Real-time qPCR to compare HPV-18 DNA copy numbers per cell. The average HPV-18 genomic plasmid copy numbers per diploid cell were determined by real-time qPCR in raft cultures containing HPV-18 WT or E6 mutants in five sets of independent experiments, each with a different batch of PHKs. In three of five experiments, the copy numbers of the E6 null mutant complemented by ectopic WT E6, E6 missense mutations, or empty vector in trans were conducted in parallel. The WT genome copy number averaged about 4,300 and was set as 100%. Normal PHK raft cultures were negative (0.021%) for HPV DNA.

Fig. 4.

Western blot detections of E7, E6, and p53 in raft cultures. (A) Comparison of HPV-18E7 protein levels in the lysates of raft cultures containing HPV-18 WT and E6 mutant genomes. (B) Lysates from raft cultures containing HPV-18 WT, E6 mutant genomes, or E6 null mutant complemented by WT E6 or E6 missense mutations in trans were probed for viral E6 and p53 proteins; β-actin was used as internal loading reference for all of the experiments.

Fig. 5.

RT-PCR detection of HPV-18 viral transcripts in HPV-18 WT or E6 mutants. (A) The circular HPV-18 genome of 7,857 bp was linearized in the URR. Triangles denote early (A_E) and late (A_L) polyadenylation sites. ORFs are represented by open boxes, with primers for RT-PCR indicated below. E1F2 and E1F3 primers spanned the splice junctions nucleotides 929^3465 and 929^3506, respectively.
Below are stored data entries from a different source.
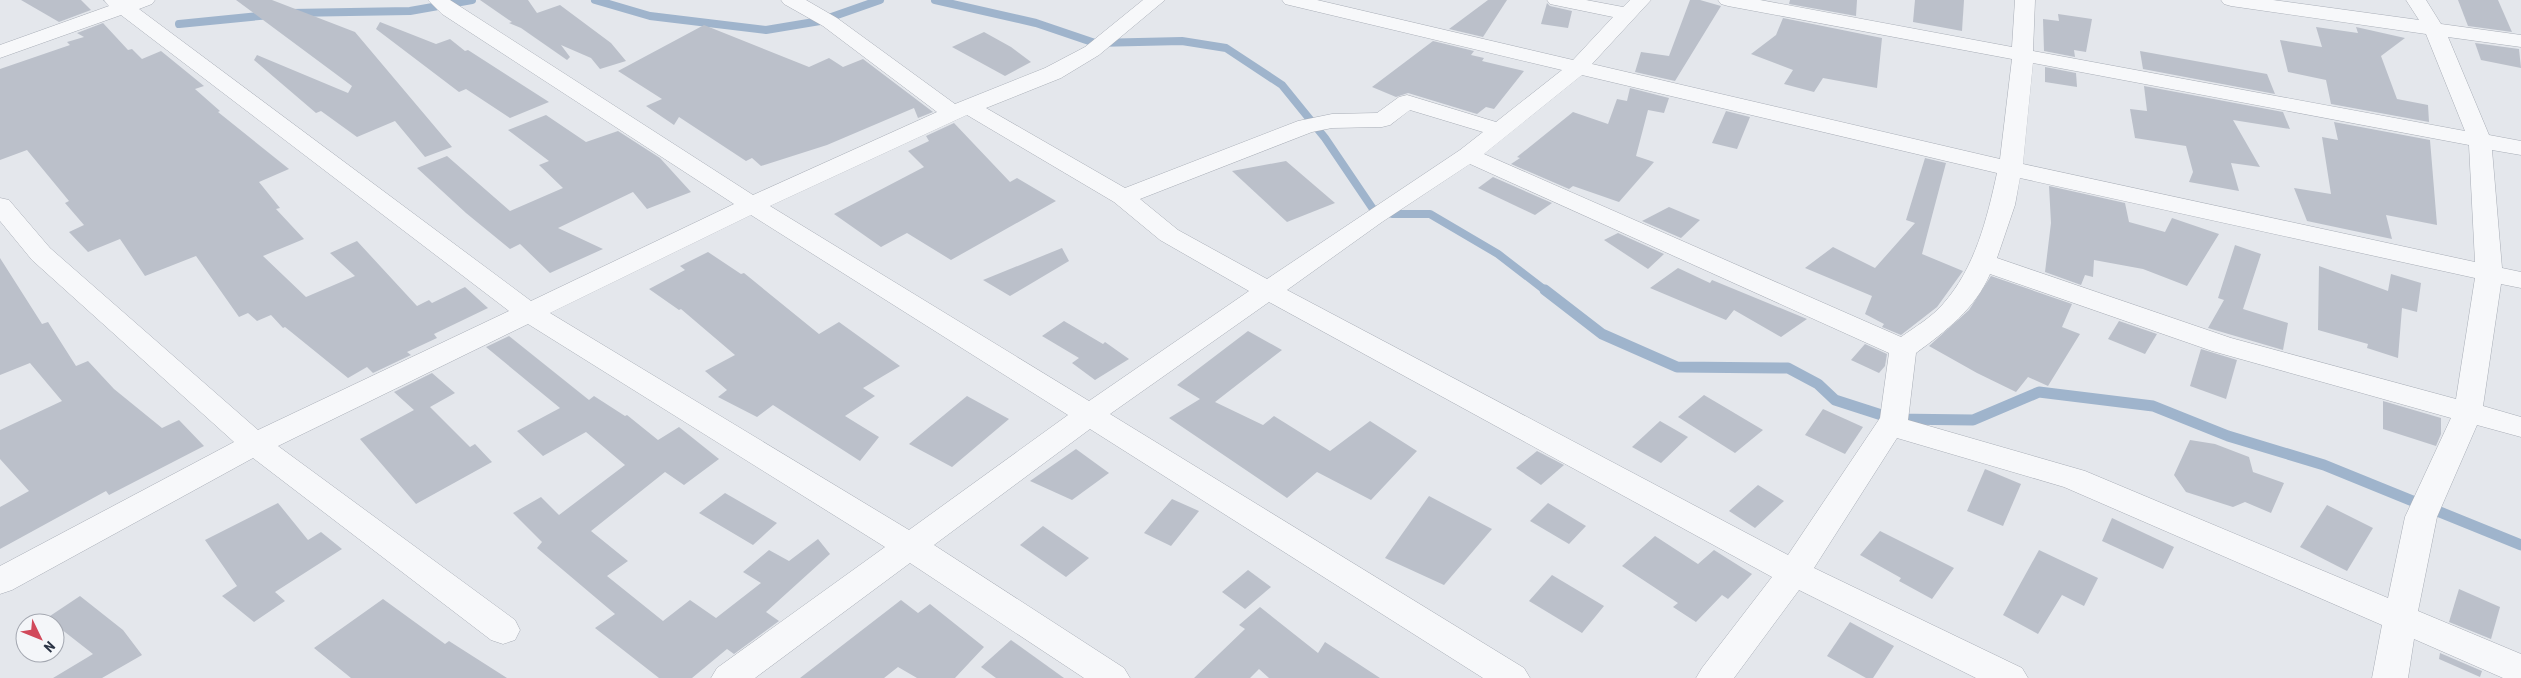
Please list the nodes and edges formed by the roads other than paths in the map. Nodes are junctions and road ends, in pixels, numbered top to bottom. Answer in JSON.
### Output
{"nodes":[{"id":1,"x":792,"y":0,"type":"edge"},
{"id":2,"x":1155,"y":0,"type":"edge"},
{"id":3,"x":1292,"y":0,"type":"edge"},
{"id":4,"x":1558,"y":0,"type":"edge"},
{"id":5,"x":1728,"y":0,"type":"edge"},
{"id":6,"x":2025,"y":0,"type":"edge"},
{"id":7,"x":2231,"y":0,"type":"edge"},
{"id":8,"x":2416,"y":0,"type":"edge"},
{"id":9,"x":127,"y":2,"type":"edge"},
{"id":10,"x":443,"y":4,"type":"edge"},
{"id":11,"x":1633,"y":7,"type":"edge"},
{"id":12,"x":2434,"y":29,"type":"junction"},
{"id":13,"x":2521,"y":41,"type":"edge"},
{"id":14,"x":0,"y":52,"type":"edge"},
{"id":15,"x":2024,"y":56,"type":"junction"},
{"id":16,"x":1577,"y":68,"type":"junction"},
{"id":17,"x":961,"y":110,"type":"junction"},
{"id":18,"x":1500,"y":130,"type":"junction"},
{"id":19,"x":2480,"y":140,"type":"junction"},
{"id":20,"x":2521,"y":148,"type":"edge"},
{"id":21,"x":1468,"y":155,"type":"junction"},
{"id":22,"x":2011,"y":169,"type":"junction"},
{"id":23,"x":1123,"y":197,"type":"junction"},
{"id":24,"x":0,"y":205,"type":"edge"},
{"id":25,"x":752,"y":205,"type":"junction"},
{"id":26,"x":1985,"y":263,"type":"junction"},
{"id":27,"x":2489,"y":273,"type":"junction"},
{"id":28,"x":2521,"y":280,"type":"edge"},
{"id":29,"x":1267,"y":290,"type":"junction"},
{"id":30,"x":530,"y":313,"type":"junction"},
{"id":31,"x":1903,"y":349,"type":"junction"},
{"id":32,"x":2468,"y":412,"type":"junction"},
{"id":33,"x":1090,"y":414,"type":"junction"},
{"id":34,"x":1890,"y":425,"type":"junction"},
{"id":35,"x":2521,"y":426,"type":"edge"},
{"id":36,"x":255,"y":444,"type":"junction"},
{"id":37,"x":908,"y":545,"type":"junction"},
{"id":38,"x":1794,"y":572,"type":"junction"},
{"id":39,"x":0,"y":581,"type":"edge"},
{"id":40,"x":2400,"y":619,"type":"junction"},
{"id":41,"x":503,"y":630,"type":"dead end"},
{"id":42,"x":2521,"y":670,"type":"edge"},
{"id":43,"x":729,"y":678,"type":"edge"},
{"id":44,"x":1112,"y":678,"type":"edge"},
{"id":45,"x":1512,"y":678,"type":"edge"},
{"id":46,"x":1714,"y":678,"type":"edge"},
{"id":47,"x":2010,"y":678,"type":"edge"},
{"id":48,"x":2390,"y":678,"type":"edge"}],
"edges":[{"from":1,"to":17,"type":"street"},
{"from":2,"to":17,"type":"street"},
{"from":3,"to":16,"type":"street"},
{"from":4,"to":11,"type":"street"},
{"from":5,"to":15,"type":"street"},
{"from":6,"to":15,"type":"street"},
{"from":7,"to":12,"type":"street"},
{"from":8,"to":12,"type":"street"},
{"from":9,"to":14,"type":"street"},
{"from":9,"to":30,"type":"street"},
{"from":10,"to":25,"type":"street"},
{"from":11,"to":16,"type":"street"},
{"from":12,"to":13,"type":"street"},
{"from":12,"to":19,"type":"street"},
{"from":15,"to":19,"type":"street"},
{"from":15,"to":22,"type":"street"},
{"from":16,"to":18,"type":"street"},
{"from":16,"to":22,"type":"street"},
{"from":17,"to":23,"type":"street"},
{"from":17,"to":25,"type":"street"},
{"from":18,"to":21,"type":"street"},
{"from":18,"to":23,"type":"street"},
{"from":19,"to":20,"type":"street"},
{"from":19,"to":27,"type":"street"},
{"from":21,"to":29,"type":"street"},
{"from":21,"to":31,"type":"street"},
{"from":22,"to":26,"type":"street"},
{"from":22,"to":27,"type":"street"},
{"from":23,"to":29,"type":"street"},
{"from":24,"to":36,"type":"street"},
{"from":25,"to":30,"type":"street"},
{"from":25,"to":33,"type":"street"},
{"from":26,"to":31,"type":"street"},
{"from":26,"to":32,"type":"street"},
{"from":27,"to":28,"type":"street"},
{"from":27,"to":32,"type":"street"},
{"from":29,"to":33,"type":"street"},
{"from":29,"to":38,"type":"street"},
{"from":30,"to":36,"type":"street"},
{"from":30,"to":37,"type":"street"},
{"from":31,"to":34,"type":"street"},
{"from":32,"to":35,"type":"street"},
{"from":32,"to":40,"type":"street"},
{"from":33,"to":37,"type":"street"},
{"from":33,"to":45,"type":"street"},
{"from":34,"to":38,"type":"street"},
{"from":34,"to":40,"type":"street"},
{"from":36,"to":39,"type":"street"},
{"from":36,"to":41,"type":"street"},
{"from":37,"to":43,"type":"street"},
{"from":37,"to":44,"type":"street"},
{"from":38,"to":46,"type":"street"},
{"from":38,"to":47,"type":"street"},
{"from":40,"to":42,"type":"street"},
{"from":40,"to":48,"type":"street"}]}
Primer sequences are shown in Table S3. (B–I) RT-PCR reactions were conducted on total RNAs extracted from the raft cultures containing HPV-18 WT or E6 mutant genomes as described in Materials and Methods. Primer pairs and PCR cycles are indicated above each panel. Primer annealing was conducted at 58 °C, except for E1F3/L2R (G) at 65 °C. The samples in each panel are indicted at the bottom. Length markers in B–D, H, and I are comprised of 1 µg 50-bp DNA ladders (Invitrogen); 1 µg 1-kb plus ladders (Invitrogen) was used in E–G. Gel images were captured using different exposures to visualize minor bands. The lengths of the PCR products are (B) band 1, 190 bp; band 2, 159 bp; (C) band 1, 584 bp; band 2, 553 bp; (D) 551 bp; (E) 1,005 bp; (F) 972 bp; (G) band 1, 1,003 bp; band 2, 931 bp. The intensity of band 1 in (G) increased relative to band 2 if the primer annealing temperature was decreased from 65 °C to 58 °C. (H) Band 1, 450 bp; band 2, 419 bp; (I) bands 1–4, 450, 419, 378, and 187 bp.